*** Begin section ***
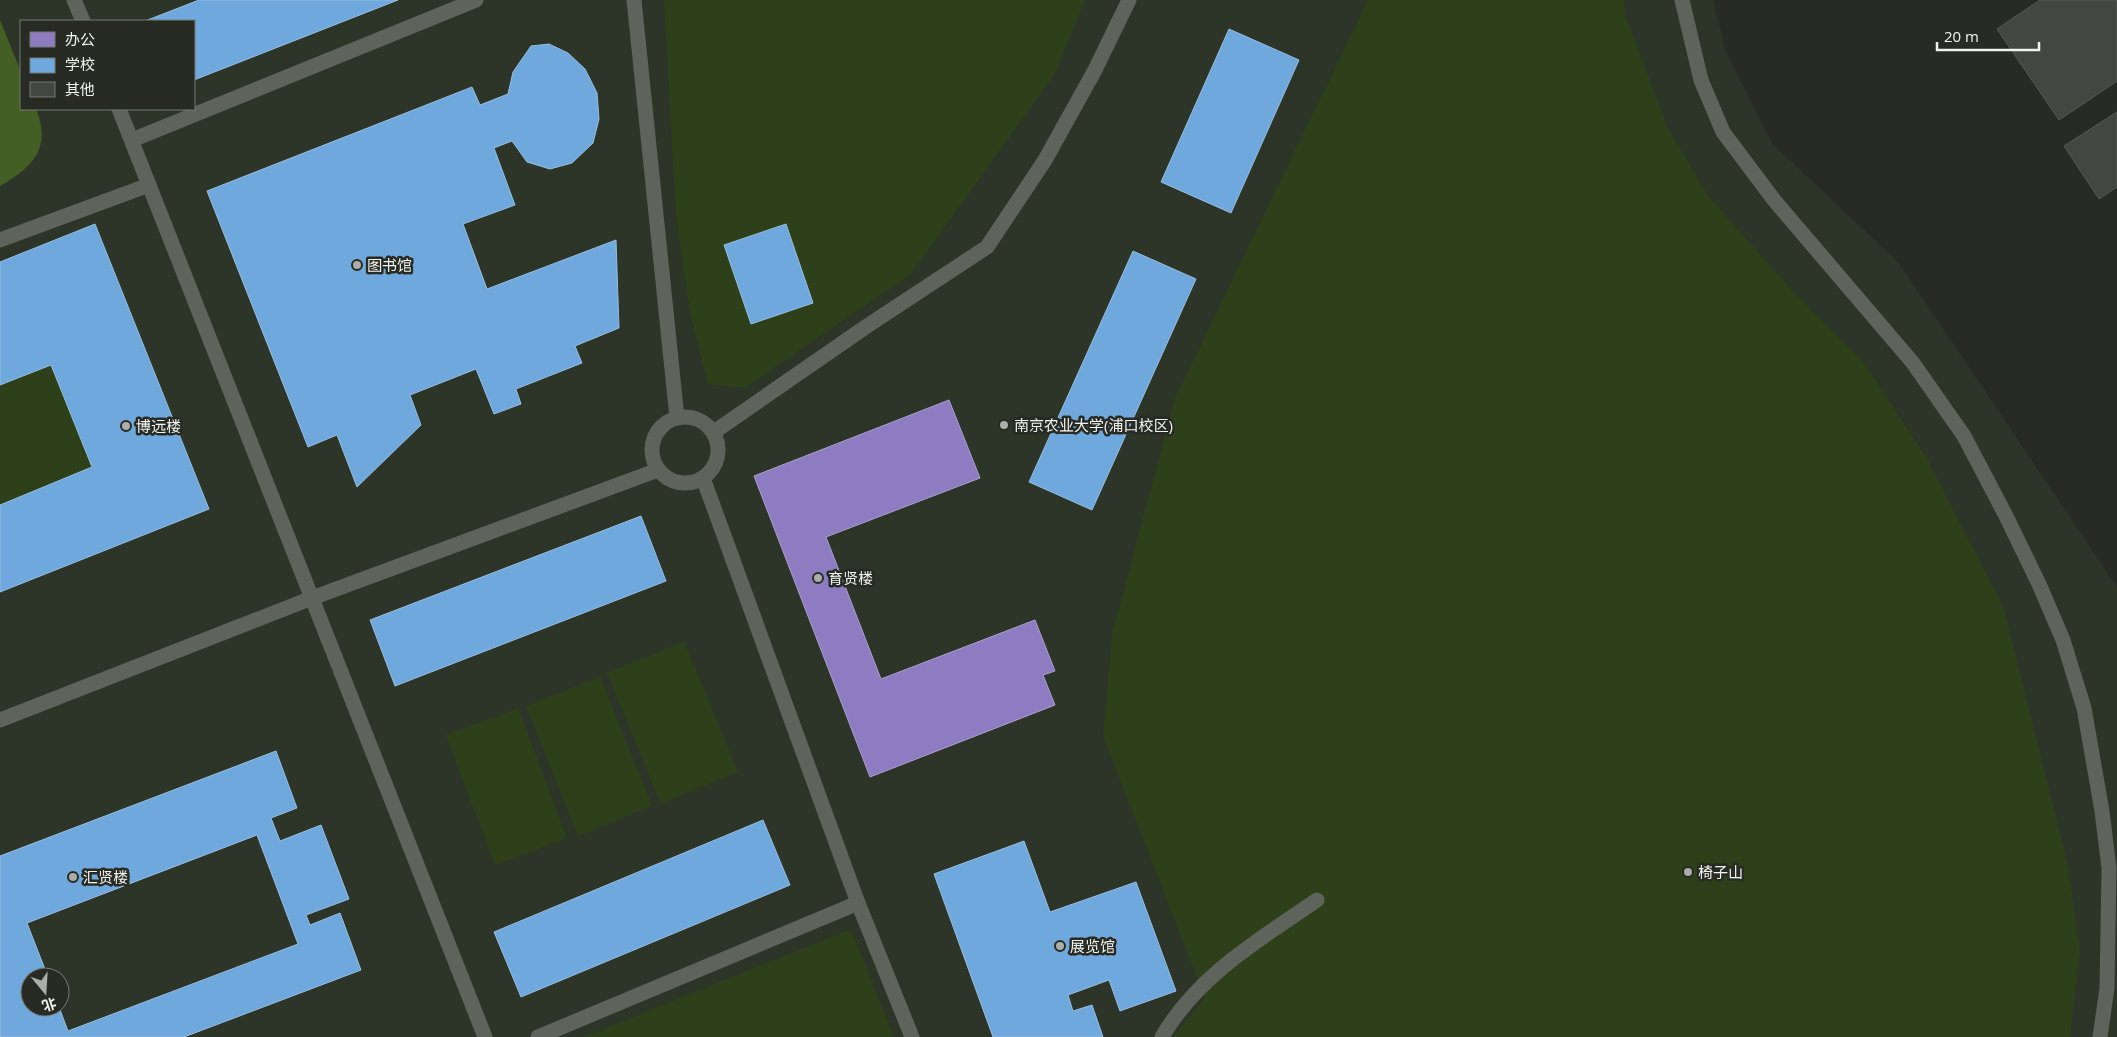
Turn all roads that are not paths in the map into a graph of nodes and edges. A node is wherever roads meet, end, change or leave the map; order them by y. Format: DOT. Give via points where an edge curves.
graph roads {
  1 [pos="74,0"];
  2 [pos="476,0"];
  3 [pos="634,0"];
  4 [pos="1130,0"];
  5 [pos="1682,0"];
  6 [pos="83,20"];
  7 [pos="119,110"];
  8 [pos="132,140"];
  9 [pos="149,185"];
  10 [pos="0,240"];
  11 [pos="678,418"];
  12 [pos="714,432"];
  13 [pos="658,470"];
  14 [pos="703,478"];
  15 [pos="312,598"];
  16 [pos="0,720"];
  17 [pos="1317,900"];
  18 [pos="858,903"];
  19 [pos="485,1037"];
  20 [pos="538,1037"];
  21 [pos="912,1037"];
  22 [pos="1162,1037"];
  23 [pos="2100,1037"];
  1 -- 6 [label="lane"];
  2 -- 8 [label="lane"];
  3 -- 11 [label="lane"];
  4 -- 12 [label="lane" via="1045,160 987,247"];
  5 -- 23 [label="lane" via="1701,80 1724,132 1774,200 1913,362 1964,436 2039,584 2063,640 2084,708 2109,868 2107,988"];
  7 -- 8 [label="lane"];
  8 -- 9 [label="lane"];
  9 -- 10 [label="lane"];
  9 -- 15 [label="lane"];
  11 -- 12 [label="lane" via="698,419"];
  11 -- 13 [label="lane" via="662,426 653,442 652,452"];
  12 -- 14 [label="lane" via="719,452 717,462"];
  13 -- 14 [label="lane" via="665,477 684,483"];
  13 -- 15 [label="lane"];
  14 -- 18 [label="lane"];
  15 -- 16 [label="lane"];
  15 -- 19 [label="lane"];
  17 -- 22 [label="lane" via="1210,976"];
  18 -- 20 [label="lane"];
  18 -- 21 [label="lane"];
}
*** End section ***
# About this task:
Images in the data above are to be skipped. Retype all other material exactly.

# Written answer:
Turn all roads that are not paths in the map into a graph of nodes and edges. A node is wherever roads meet, end, change or leave the map; order them by y. Format: DOT. Give via points where an edge curves.
graph roads {
  1 [pos="74,0"];
  2 [pos="476,0"];
  3 [pos="634,0"];
  4 [pos="1130,0"];
  5 [pos="1682,0"];
  6 [pos="83,20"];
  7 [pos="119,110"];
  8 [pos="132,140"];
  9 [pos="149,185"];
  10 [pos="0,240"];
  11 [pos="678,418"];
  12 [pos="714,432"];
  13 [pos="658,470"];
  14 [pos="703,478"];
  15 [pos="312,598"];
  16 [pos="0,720"];
  17 [pos="1317,900"];
  18 [pos="858,903"];
  19 [pos="485,1037"];
  20 [pos="538,1037"];
  21 [pos="912,1037"];
  22 [pos="1162,1037"];
  23 [pos="2100,1037"];
  1 -- 6 [label="lane"];
  2 -- 8 [label="lane"];
  3 -- 11 [label="lane"];
  4 -- 12 [label="lane" via="1045,160 987,247"];
  5 -- 23 [label="lane" via="1701,80 1724,132 1774,200 1913,362 1964,436 2039,584 2063,640 2084,708 2109,868 2107,988"];
  7 -- 8 [label="lane"];
  8 -- 9 [label="lane"];
  9 -- 10 [label="lane"];
  9 -- 15 [label="lane"];
  11 -- 12 [label="lane" via="698,419"];
  11 -- 13 [label="lane" via="662,426 653,442 652,452"];
  12 -- 14 [label="lane" via="719,452 717,462"];
  13 -- 14 [label="lane" via="665,477 684,483"];
  13 -- 15 [label="lane"];
  14 -- 18 [label="lane"];
  15 -- 16 [label="lane"];
  15 -- 19 [label="lane"];
  17 -- 22 [label="lane" via="1210,976"];
  18 -- 20 [label="lane"];
  18 -- 21 [label="lane"];
}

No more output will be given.